━━━ Task data ━━━

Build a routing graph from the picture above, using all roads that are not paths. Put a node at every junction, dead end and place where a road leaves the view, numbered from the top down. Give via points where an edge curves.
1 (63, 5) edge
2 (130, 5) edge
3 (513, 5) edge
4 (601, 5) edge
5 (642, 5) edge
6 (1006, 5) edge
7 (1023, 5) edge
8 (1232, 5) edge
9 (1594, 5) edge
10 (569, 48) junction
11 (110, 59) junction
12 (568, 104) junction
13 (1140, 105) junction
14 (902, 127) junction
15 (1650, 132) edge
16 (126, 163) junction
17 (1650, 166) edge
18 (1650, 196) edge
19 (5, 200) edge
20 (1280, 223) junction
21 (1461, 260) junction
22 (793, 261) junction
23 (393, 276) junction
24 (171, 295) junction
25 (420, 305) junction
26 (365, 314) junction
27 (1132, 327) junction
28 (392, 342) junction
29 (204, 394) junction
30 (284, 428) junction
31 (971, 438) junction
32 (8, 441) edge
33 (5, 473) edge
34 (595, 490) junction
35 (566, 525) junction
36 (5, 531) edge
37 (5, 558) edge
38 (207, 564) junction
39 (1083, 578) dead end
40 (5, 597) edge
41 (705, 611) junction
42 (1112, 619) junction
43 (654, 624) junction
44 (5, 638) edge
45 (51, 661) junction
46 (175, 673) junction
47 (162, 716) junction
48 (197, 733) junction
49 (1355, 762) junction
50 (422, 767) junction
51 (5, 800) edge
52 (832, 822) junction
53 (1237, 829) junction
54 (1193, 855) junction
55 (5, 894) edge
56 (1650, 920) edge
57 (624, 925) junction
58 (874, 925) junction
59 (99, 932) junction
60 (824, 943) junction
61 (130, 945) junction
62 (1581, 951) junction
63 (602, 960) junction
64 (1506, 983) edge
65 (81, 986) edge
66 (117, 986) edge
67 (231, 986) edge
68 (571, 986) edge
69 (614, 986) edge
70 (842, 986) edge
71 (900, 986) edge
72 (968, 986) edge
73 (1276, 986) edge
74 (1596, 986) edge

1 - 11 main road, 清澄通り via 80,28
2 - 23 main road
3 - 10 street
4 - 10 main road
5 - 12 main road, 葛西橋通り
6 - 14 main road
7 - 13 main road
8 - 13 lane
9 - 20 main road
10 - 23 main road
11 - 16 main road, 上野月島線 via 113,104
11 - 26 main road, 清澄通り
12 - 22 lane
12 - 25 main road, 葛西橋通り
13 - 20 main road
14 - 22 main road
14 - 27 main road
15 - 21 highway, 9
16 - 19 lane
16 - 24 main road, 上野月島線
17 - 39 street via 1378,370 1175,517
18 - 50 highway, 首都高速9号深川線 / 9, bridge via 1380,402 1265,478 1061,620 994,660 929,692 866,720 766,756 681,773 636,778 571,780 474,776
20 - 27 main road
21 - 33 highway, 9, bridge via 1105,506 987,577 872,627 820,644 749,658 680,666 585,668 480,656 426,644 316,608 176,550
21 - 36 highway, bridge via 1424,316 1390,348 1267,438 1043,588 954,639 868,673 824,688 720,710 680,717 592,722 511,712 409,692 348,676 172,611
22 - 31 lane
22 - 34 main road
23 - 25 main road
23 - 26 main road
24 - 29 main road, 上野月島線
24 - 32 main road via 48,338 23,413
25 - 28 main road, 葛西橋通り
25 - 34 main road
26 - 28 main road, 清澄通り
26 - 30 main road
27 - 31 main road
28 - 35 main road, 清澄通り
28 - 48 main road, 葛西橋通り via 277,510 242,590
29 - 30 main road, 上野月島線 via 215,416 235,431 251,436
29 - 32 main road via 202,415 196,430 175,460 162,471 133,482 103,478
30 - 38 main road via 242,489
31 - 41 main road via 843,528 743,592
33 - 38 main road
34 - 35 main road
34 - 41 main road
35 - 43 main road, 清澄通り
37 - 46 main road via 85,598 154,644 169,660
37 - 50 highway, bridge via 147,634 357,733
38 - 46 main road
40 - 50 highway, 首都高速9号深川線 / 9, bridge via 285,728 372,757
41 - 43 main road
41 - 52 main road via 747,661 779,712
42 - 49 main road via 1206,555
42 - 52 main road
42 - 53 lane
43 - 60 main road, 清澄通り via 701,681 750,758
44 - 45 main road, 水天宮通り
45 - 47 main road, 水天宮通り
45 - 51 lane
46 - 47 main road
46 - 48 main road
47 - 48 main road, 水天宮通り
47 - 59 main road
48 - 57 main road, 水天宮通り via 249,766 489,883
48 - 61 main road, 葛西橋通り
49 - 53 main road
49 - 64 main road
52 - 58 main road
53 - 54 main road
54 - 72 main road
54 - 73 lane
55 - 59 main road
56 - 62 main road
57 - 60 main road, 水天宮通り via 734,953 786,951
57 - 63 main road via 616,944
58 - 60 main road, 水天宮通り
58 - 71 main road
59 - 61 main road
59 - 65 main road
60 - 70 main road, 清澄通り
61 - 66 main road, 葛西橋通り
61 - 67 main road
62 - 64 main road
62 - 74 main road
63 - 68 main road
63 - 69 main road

━━━
━━━ Task data ━━━

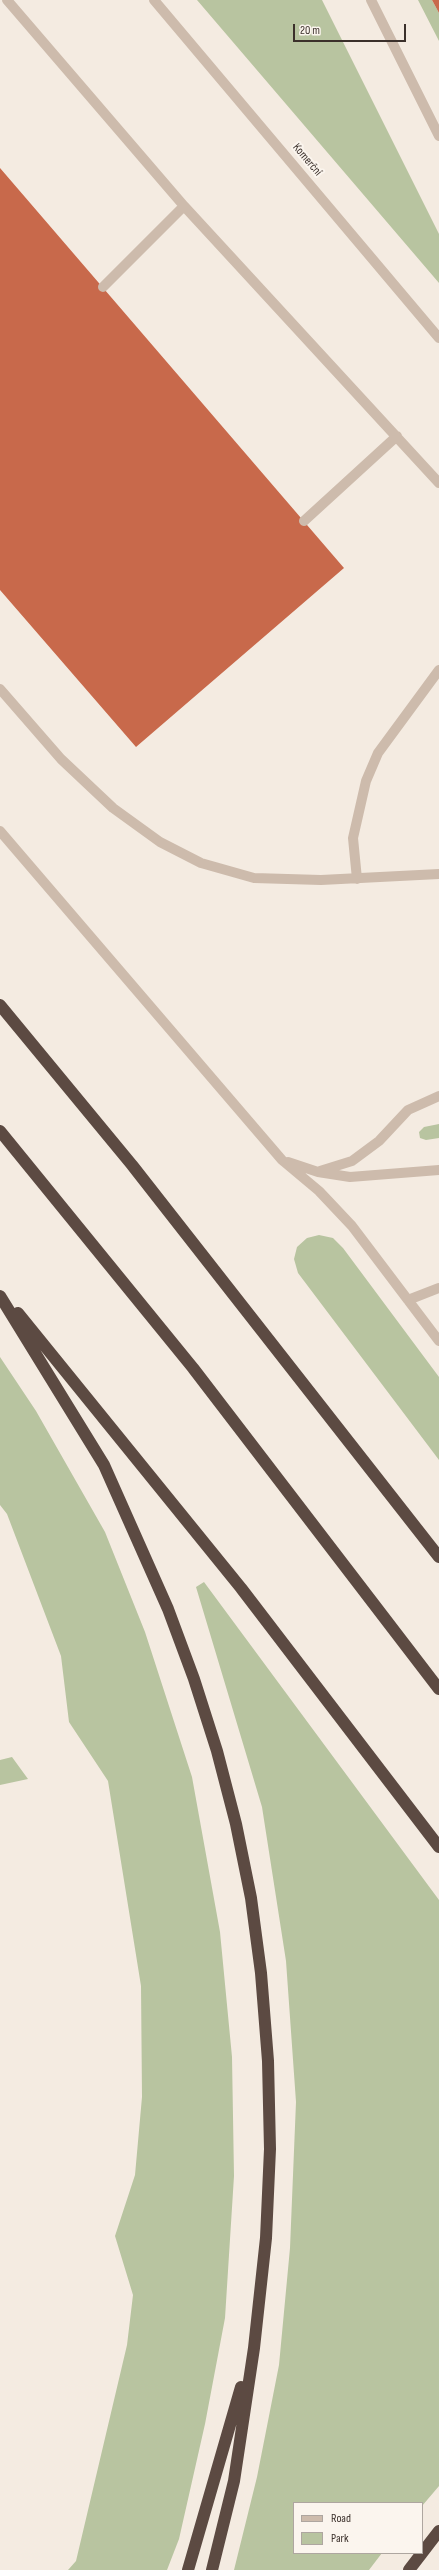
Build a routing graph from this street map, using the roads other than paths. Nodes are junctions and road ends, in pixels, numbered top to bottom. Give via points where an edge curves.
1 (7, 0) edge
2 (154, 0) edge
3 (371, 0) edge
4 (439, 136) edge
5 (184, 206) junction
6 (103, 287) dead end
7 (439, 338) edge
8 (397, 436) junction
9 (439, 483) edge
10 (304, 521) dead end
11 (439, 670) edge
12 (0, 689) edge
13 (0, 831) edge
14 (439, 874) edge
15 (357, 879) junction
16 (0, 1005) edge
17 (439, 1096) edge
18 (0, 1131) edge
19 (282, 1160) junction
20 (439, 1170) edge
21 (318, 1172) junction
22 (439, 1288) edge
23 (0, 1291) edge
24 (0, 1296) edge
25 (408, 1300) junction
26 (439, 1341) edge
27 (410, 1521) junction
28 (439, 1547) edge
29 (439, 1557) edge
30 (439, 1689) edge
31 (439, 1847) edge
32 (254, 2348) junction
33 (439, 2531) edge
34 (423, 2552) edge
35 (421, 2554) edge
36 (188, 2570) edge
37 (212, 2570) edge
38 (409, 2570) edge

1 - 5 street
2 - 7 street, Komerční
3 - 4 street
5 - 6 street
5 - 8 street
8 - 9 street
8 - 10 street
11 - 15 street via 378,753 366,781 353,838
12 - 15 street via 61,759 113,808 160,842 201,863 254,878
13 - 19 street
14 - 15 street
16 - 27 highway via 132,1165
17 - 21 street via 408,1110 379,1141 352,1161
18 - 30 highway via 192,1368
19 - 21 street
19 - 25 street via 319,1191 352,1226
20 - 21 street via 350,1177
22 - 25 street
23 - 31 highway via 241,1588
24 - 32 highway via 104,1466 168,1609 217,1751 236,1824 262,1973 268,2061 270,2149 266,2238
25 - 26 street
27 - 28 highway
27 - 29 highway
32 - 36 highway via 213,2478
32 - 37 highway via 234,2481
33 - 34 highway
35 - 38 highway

━━━
━━━ Task data ━━━

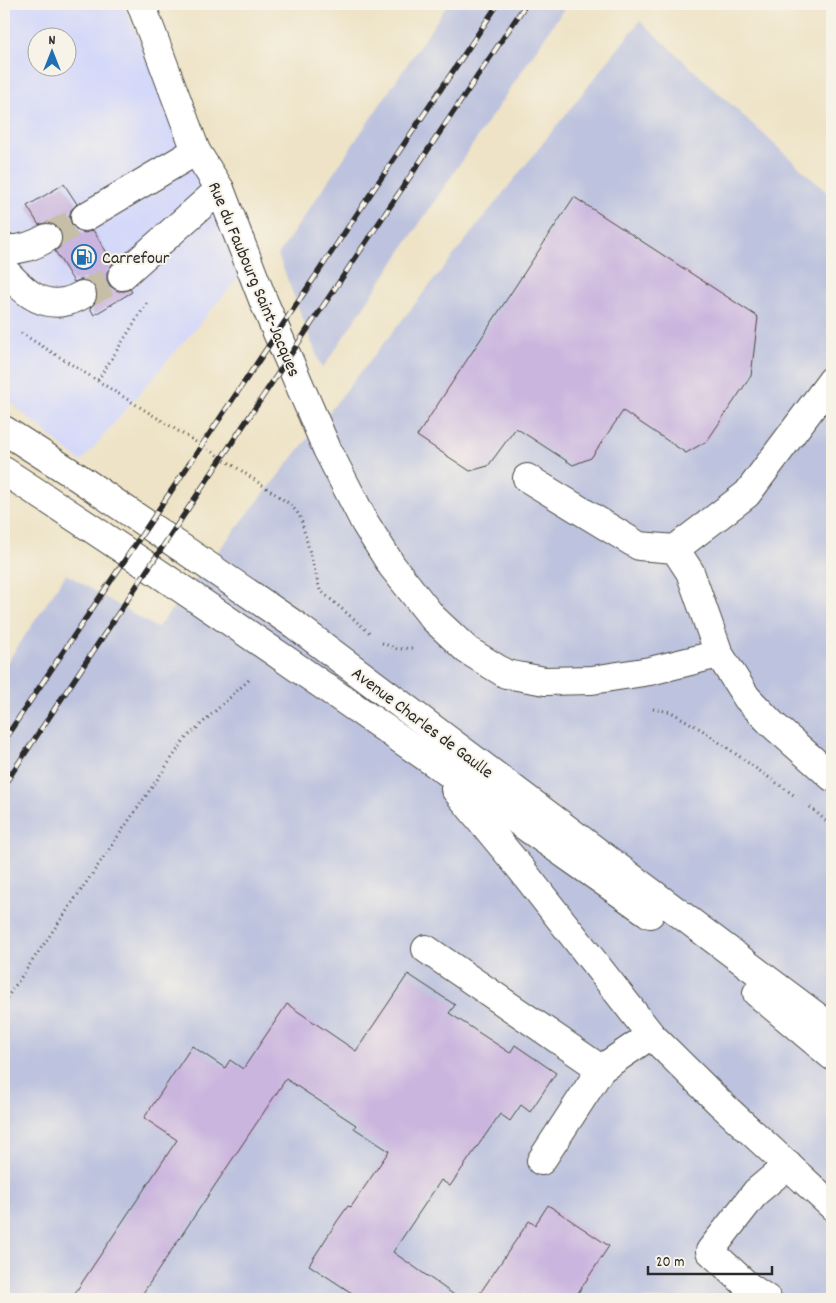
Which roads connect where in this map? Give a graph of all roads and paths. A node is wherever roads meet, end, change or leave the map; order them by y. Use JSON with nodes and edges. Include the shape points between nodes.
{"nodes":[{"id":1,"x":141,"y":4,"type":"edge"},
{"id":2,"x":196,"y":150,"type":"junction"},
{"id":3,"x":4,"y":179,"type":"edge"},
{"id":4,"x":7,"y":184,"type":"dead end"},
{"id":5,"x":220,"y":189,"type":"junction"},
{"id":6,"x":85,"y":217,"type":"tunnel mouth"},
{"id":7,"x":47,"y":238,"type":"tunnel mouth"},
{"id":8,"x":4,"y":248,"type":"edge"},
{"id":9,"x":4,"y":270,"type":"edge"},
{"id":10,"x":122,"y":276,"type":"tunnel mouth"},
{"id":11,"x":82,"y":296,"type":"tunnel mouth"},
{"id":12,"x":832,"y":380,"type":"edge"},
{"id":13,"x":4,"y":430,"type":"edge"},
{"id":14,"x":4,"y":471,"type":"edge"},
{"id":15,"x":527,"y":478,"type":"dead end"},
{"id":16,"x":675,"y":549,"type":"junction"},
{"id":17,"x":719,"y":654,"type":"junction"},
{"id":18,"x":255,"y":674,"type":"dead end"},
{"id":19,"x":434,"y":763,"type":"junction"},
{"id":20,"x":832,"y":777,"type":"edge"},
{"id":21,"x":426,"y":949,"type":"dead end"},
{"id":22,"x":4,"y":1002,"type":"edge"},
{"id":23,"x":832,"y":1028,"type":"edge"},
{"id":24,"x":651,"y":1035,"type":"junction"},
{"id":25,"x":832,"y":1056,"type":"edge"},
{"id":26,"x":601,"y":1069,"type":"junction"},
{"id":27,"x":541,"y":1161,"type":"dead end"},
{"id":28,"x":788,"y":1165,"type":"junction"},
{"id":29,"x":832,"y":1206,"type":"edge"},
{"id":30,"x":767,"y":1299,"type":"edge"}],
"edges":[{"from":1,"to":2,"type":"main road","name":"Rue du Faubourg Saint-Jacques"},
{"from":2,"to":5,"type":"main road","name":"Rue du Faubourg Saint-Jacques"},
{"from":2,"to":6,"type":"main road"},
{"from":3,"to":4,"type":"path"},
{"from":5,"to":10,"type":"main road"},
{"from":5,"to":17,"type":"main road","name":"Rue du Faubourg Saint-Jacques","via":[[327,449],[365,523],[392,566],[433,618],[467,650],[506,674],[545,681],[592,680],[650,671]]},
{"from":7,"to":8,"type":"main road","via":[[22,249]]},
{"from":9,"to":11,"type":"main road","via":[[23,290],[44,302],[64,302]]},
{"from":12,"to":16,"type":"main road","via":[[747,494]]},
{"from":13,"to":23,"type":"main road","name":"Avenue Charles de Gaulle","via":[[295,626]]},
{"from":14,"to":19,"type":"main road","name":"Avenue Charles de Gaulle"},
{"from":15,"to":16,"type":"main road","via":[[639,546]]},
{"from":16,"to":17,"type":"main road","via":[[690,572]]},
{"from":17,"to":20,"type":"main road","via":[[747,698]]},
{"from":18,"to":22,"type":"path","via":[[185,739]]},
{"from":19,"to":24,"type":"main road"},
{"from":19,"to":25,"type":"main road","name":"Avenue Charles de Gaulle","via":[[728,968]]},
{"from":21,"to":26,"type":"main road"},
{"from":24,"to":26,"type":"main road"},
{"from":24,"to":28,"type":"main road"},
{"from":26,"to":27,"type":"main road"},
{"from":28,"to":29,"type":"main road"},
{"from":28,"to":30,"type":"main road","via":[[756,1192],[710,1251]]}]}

━━━

*Activity*
Check each line in the records above for the word "using". Return those that have it.

*The answer*
Build a routing graph from the picture above, using all roads that are not paths. Put a node at every junction, dead end and place where a road leaves the view, numbered from the top down. Give via points where an edge curves.
Build a routing graph from this street map, using the roads other than paths. Nodes are junctions and road ends, in pixels, numbered top to bottom. Give via points where an edge curves.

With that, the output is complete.